• [Task instructions]
A line belongs in the answer if it contains "ring"; copy every such line from the entries below.

• [Exercise inputs]
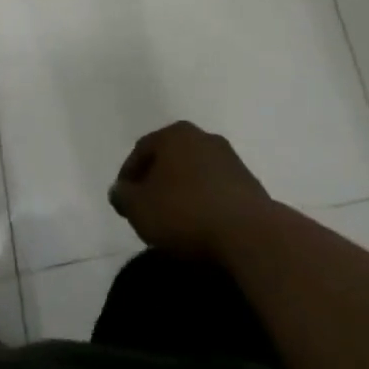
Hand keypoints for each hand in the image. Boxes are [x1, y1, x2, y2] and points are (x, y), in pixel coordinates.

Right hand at [108, 121, 271, 260]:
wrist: (249, 234)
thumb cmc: (186, 213)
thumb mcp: (140, 208)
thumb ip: (124, 196)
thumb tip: (119, 190)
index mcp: (175, 134)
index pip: (142, 149)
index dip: (128, 176)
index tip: (124, 202)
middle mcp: (203, 136)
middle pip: (170, 158)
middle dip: (156, 181)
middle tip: (147, 209)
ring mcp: (229, 158)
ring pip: (194, 172)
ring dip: (182, 192)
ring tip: (174, 221)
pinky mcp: (249, 183)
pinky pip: (215, 189)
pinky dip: (204, 202)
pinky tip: (200, 226)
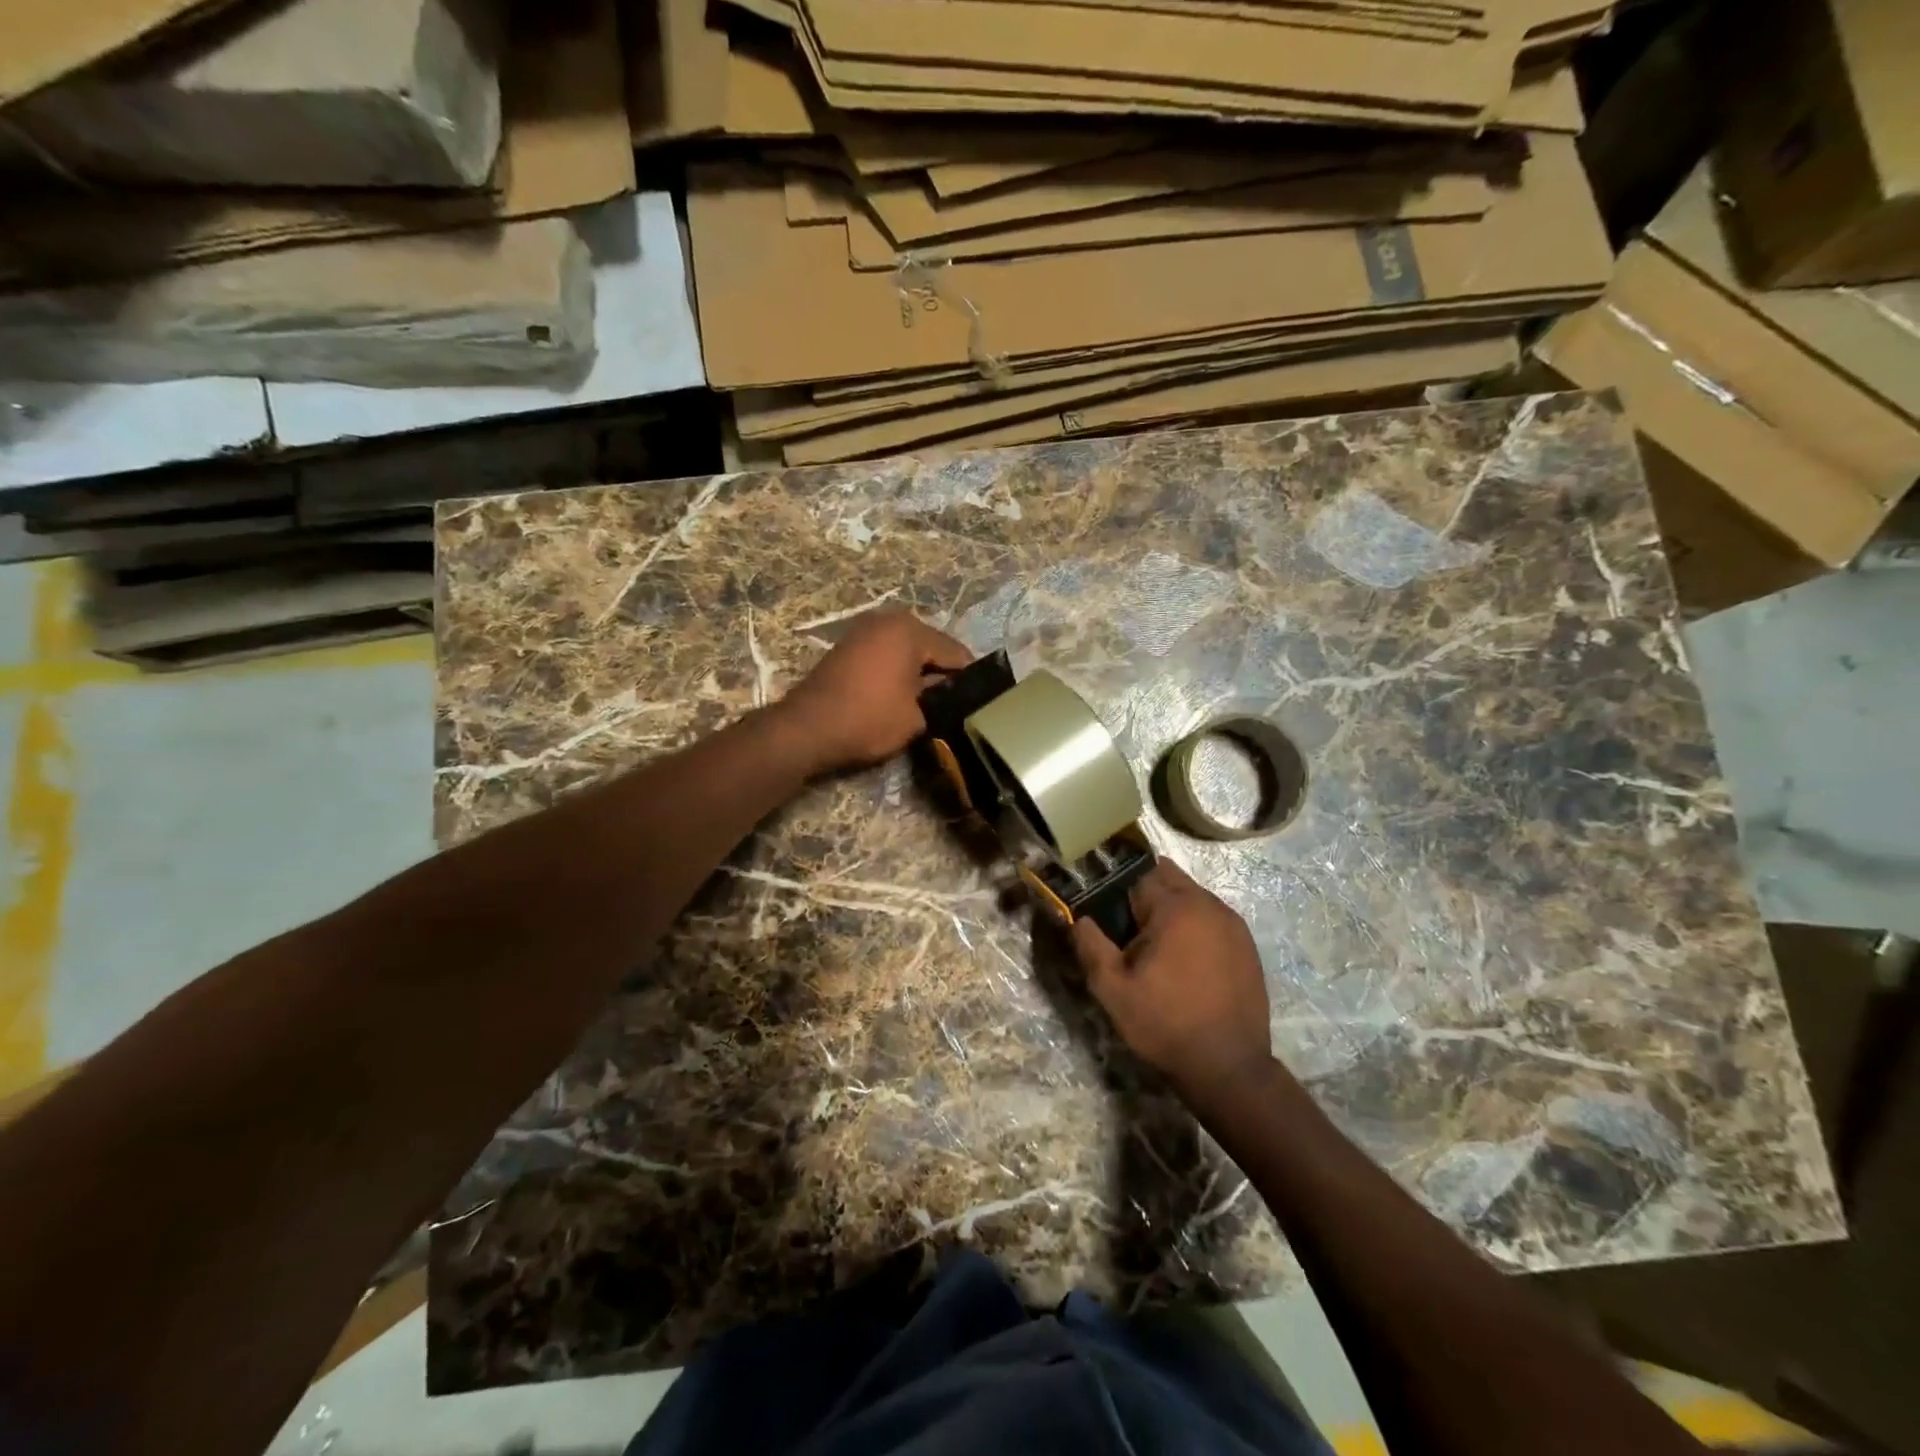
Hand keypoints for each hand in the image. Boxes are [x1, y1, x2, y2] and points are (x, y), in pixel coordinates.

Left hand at [778, 609, 971, 773]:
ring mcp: (864, 631)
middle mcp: (888, 620)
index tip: (981, 702)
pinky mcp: (848, 647)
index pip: (956, 653)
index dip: (971, 680)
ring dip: (919, 674)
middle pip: (931, 648)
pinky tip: (903, 696)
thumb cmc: (869, 718)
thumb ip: (941, 698)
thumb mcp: (918, 714)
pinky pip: (886, 656)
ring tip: (930, 704)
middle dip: (943, 674)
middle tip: (955, 705)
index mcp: (910, 630)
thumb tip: (951, 692)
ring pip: (907, 652)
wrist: (808, 729)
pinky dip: (897, 672)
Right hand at [1071, 861, 1273, 1102]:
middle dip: (1144, 893)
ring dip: (1170, 909)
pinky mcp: (1247, 944)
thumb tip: (1079, 917)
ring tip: (1156, 949)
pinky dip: (1194, 927)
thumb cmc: (1165, 1024)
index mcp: (1175, 907)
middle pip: (1167, 877)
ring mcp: (1233, 923)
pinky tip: (1185, 962)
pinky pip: (1211, 918)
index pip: (1136, 874)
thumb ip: (1090, 944)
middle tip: (1128, 931)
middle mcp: (1208, 904)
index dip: (1116, 892)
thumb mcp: (1112, 989)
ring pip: (1191, 896)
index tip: (1107, 916)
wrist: (1229, 1067)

• [Exercise answer]
ring mcp: (229, 158)
ring pip: (194, 172)
ring dip: (182, 192)
ring tip: (174, 221)
ring mcp: (864, 631)
ring dip: (919, 674)
ring tip: (930, 704)
ring pip: (907, 652)
ring dip: (1170, 909)
ring tip: (1156, 949)
ring mcp: (1233, 923)
ring pip: (1191, 896)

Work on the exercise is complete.